> [Prompt] Identify each line in the records below that contains the word "dead", and copy it.
═════ Data
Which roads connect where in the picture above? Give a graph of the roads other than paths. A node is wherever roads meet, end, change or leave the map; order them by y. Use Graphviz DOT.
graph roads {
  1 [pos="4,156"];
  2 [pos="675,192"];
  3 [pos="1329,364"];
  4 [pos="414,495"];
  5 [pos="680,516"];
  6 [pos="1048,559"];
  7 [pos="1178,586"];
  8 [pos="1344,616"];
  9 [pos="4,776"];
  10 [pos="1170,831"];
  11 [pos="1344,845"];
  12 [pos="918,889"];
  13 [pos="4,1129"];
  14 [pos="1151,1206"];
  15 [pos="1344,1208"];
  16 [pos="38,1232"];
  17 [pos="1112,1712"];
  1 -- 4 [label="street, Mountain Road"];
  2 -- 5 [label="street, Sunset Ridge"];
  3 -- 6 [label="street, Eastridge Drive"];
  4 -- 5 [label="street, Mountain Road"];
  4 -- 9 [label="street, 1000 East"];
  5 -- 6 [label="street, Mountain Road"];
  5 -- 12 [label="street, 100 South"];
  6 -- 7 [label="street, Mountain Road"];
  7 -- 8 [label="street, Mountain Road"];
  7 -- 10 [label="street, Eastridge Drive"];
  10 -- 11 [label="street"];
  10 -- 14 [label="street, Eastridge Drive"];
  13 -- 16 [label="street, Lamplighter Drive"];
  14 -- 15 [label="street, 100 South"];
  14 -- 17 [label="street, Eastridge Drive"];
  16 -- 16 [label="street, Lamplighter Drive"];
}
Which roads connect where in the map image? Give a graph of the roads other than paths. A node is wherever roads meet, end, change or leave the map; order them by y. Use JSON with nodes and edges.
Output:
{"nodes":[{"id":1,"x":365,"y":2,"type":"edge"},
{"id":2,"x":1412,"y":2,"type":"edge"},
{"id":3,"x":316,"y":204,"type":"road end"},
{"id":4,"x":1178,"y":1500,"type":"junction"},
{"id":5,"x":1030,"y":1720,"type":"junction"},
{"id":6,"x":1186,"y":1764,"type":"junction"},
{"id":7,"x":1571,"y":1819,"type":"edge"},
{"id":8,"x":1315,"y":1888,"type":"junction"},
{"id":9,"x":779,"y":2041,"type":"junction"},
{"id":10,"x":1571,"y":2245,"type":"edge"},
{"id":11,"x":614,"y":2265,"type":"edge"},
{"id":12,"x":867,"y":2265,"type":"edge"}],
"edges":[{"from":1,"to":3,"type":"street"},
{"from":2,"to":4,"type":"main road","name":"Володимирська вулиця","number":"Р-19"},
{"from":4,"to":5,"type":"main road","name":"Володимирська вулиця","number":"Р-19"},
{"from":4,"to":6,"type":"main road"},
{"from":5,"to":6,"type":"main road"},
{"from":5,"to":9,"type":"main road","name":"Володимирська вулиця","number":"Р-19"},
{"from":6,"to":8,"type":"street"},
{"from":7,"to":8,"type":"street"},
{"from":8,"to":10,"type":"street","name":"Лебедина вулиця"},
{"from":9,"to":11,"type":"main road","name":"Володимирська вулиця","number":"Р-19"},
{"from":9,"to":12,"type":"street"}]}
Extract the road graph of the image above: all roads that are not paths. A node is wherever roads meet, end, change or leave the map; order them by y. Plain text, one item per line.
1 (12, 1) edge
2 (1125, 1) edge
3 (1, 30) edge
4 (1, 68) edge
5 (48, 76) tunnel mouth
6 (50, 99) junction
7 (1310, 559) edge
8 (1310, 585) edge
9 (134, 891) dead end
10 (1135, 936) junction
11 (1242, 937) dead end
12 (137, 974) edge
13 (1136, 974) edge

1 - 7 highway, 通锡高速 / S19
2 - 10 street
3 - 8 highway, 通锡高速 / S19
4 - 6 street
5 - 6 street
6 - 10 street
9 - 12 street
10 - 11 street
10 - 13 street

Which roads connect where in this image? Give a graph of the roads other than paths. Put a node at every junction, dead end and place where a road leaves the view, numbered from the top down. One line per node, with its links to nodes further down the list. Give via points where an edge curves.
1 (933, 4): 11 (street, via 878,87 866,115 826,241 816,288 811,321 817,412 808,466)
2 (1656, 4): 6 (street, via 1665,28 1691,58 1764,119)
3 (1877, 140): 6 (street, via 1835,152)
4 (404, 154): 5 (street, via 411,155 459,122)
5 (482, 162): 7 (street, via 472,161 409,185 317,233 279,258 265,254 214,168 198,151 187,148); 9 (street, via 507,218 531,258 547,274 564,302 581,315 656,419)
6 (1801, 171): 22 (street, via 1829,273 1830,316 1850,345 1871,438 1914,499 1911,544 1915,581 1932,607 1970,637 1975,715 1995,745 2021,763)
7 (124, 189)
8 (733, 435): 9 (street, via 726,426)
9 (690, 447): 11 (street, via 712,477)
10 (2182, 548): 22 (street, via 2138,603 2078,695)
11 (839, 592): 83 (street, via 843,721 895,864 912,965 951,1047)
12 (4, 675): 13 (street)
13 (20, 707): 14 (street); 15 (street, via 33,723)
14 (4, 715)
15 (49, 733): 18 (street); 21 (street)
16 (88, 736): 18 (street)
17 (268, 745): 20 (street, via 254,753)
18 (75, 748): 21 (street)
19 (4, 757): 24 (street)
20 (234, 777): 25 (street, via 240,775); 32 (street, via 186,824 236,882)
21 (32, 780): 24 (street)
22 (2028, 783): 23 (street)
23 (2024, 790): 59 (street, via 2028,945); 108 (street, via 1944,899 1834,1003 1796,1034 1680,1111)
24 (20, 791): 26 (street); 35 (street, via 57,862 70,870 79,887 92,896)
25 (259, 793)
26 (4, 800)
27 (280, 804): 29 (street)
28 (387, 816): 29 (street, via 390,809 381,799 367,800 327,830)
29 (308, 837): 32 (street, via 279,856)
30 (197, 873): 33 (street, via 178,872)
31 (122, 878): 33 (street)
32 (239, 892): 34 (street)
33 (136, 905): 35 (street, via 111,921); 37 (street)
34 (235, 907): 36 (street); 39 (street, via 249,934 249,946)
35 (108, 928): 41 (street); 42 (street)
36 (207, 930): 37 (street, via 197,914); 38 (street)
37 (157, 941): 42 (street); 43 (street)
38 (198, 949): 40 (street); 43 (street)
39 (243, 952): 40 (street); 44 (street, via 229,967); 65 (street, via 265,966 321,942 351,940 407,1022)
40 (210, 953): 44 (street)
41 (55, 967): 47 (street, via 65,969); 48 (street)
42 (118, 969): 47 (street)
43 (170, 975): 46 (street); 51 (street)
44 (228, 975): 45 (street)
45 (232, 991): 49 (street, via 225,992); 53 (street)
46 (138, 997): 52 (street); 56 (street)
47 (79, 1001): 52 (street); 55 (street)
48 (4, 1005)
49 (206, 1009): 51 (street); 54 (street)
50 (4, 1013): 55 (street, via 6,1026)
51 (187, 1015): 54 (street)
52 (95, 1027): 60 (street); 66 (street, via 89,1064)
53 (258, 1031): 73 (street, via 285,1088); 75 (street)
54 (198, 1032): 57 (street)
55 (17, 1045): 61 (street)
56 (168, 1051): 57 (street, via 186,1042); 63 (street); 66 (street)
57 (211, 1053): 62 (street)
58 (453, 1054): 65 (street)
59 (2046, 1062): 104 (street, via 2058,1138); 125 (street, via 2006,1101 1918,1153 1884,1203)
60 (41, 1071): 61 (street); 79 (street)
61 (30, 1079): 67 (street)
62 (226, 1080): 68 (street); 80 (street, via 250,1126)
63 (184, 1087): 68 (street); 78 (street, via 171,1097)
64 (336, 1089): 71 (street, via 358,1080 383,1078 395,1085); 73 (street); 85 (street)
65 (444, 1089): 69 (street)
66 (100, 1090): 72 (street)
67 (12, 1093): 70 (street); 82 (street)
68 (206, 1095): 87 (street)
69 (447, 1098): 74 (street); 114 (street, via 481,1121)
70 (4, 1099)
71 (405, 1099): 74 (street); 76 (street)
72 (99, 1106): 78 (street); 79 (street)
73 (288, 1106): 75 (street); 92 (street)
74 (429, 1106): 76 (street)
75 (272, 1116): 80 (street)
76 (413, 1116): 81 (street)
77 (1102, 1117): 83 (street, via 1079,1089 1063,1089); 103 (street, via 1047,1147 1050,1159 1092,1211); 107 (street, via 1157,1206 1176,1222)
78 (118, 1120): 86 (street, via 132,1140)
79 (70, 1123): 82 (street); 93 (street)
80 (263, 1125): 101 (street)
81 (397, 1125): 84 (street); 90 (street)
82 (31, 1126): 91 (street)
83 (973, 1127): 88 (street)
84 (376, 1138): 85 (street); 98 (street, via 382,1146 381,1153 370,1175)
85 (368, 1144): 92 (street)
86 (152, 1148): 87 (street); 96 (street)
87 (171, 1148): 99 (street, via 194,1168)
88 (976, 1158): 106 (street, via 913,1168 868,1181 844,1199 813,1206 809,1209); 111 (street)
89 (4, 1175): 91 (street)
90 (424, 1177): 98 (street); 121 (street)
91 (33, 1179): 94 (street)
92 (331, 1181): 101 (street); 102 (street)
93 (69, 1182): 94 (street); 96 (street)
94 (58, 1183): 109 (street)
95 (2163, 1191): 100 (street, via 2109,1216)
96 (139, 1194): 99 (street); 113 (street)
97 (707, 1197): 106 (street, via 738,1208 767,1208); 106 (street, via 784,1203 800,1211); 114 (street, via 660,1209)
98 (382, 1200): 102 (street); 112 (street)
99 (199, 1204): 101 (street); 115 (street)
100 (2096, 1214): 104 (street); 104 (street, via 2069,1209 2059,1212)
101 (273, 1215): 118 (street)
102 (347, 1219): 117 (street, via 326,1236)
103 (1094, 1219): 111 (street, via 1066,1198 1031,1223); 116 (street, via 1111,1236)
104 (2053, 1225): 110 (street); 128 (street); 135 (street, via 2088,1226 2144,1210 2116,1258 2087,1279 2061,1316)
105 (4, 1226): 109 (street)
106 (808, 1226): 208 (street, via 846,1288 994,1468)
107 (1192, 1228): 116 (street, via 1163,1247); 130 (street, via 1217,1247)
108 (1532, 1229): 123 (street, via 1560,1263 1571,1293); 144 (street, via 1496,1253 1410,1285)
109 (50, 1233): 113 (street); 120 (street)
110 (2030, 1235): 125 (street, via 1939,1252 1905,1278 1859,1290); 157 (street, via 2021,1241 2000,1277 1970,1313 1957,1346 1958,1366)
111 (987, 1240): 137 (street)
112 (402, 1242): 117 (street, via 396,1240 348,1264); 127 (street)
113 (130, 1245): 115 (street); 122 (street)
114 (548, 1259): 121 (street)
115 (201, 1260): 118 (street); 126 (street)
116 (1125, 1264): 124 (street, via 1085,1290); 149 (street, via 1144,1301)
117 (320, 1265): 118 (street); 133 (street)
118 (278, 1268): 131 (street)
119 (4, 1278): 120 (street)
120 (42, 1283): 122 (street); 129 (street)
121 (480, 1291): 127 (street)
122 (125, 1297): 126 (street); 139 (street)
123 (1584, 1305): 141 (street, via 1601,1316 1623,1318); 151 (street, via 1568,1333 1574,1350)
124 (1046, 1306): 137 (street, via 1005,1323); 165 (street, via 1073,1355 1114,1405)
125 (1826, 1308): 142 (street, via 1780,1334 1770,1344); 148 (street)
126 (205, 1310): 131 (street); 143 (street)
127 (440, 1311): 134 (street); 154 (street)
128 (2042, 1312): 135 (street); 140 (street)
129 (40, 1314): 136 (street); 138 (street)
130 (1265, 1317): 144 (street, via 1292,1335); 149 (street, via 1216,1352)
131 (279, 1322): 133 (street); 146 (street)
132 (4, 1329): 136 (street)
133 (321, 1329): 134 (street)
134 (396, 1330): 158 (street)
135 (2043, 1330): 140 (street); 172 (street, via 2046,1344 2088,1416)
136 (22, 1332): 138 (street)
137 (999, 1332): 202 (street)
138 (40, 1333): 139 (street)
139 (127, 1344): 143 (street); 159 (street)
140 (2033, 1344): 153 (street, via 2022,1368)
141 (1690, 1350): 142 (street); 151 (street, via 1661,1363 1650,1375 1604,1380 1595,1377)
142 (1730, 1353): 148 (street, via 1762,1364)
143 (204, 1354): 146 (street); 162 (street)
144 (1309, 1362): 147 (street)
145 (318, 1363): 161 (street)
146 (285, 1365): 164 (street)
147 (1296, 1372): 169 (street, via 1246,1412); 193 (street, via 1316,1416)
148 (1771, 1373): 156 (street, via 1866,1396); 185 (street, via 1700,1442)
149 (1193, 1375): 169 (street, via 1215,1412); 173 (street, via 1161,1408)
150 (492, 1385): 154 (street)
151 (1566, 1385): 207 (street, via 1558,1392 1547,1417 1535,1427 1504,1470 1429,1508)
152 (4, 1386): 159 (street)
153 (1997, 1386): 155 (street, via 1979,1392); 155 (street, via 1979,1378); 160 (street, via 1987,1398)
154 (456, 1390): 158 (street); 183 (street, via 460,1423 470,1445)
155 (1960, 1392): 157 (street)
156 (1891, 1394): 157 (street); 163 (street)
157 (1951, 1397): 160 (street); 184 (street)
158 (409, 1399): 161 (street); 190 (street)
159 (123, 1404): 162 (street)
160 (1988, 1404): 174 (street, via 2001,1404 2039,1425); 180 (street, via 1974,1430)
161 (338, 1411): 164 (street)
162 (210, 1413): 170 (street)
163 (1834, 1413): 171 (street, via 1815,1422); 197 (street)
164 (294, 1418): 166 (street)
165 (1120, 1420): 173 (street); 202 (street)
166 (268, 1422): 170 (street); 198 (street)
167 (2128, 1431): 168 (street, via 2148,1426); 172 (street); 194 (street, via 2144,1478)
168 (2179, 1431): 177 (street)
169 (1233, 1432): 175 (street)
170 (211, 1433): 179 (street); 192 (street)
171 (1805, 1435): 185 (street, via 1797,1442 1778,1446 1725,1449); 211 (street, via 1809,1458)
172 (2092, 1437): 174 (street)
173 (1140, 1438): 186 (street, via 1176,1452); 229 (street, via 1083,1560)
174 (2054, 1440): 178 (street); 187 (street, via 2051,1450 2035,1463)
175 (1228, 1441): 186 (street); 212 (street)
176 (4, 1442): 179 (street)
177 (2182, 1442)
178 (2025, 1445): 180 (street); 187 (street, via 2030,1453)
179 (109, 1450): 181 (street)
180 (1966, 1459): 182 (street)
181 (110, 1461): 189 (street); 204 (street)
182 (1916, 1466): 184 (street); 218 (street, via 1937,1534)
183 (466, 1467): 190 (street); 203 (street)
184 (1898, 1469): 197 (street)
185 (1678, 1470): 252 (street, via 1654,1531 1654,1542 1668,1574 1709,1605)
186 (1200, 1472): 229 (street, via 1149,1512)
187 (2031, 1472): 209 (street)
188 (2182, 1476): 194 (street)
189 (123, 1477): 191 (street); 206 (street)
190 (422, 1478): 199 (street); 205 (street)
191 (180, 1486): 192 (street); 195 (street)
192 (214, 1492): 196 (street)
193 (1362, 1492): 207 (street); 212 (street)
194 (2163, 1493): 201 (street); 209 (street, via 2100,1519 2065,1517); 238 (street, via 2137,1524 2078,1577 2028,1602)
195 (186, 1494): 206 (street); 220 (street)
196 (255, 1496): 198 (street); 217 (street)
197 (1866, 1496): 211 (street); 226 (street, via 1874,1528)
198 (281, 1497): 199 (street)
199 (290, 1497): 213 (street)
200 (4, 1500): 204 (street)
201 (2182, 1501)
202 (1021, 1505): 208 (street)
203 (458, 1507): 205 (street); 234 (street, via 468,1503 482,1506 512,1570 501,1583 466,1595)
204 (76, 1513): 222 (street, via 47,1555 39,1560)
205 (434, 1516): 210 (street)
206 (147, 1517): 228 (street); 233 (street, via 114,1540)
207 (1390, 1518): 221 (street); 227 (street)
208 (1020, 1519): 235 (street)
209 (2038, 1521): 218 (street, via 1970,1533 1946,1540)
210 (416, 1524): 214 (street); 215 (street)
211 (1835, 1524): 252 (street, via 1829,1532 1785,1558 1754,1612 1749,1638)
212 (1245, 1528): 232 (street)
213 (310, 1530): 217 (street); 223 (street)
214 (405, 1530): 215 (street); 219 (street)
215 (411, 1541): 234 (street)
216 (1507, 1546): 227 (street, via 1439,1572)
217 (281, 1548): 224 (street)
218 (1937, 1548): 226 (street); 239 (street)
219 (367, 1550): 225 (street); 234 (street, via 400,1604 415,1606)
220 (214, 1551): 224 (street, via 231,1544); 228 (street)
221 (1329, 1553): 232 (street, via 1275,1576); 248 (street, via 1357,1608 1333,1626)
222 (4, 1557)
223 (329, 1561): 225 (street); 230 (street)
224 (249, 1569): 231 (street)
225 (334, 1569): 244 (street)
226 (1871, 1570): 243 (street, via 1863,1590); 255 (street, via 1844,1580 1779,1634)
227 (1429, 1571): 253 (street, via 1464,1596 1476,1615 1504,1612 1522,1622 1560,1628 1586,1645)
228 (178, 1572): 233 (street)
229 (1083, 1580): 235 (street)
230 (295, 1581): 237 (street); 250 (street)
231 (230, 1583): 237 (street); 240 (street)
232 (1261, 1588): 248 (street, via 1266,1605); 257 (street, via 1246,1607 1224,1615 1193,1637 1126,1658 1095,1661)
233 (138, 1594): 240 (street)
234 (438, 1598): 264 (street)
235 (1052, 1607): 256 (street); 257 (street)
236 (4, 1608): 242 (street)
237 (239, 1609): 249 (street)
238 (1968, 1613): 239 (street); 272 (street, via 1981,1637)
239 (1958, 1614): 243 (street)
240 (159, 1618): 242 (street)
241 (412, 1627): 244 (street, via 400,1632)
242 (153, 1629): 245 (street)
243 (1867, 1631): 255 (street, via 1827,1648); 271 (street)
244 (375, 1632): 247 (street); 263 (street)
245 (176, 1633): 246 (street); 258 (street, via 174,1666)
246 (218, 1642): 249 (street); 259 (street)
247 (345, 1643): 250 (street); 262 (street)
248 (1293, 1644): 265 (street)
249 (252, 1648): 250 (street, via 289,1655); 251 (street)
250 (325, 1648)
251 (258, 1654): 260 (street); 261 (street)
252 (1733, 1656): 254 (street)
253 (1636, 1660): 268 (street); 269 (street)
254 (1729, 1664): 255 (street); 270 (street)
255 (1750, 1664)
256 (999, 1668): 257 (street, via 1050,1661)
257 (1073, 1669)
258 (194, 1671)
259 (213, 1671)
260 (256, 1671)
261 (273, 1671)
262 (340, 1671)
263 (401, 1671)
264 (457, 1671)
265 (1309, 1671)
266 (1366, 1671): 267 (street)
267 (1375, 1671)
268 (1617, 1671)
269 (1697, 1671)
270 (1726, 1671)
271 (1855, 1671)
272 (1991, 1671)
══════════
> [Task result]
9 (134, 891) dead end
11 (1242, 937) dead end
Which roads connect where in this image? Give a graph of the roads other than paths. Put a node at every junction, dead end and place where a road leaves the view, numbered from the top down. One line per node, with its links to nodes further down the list. Give via points where an edge curves.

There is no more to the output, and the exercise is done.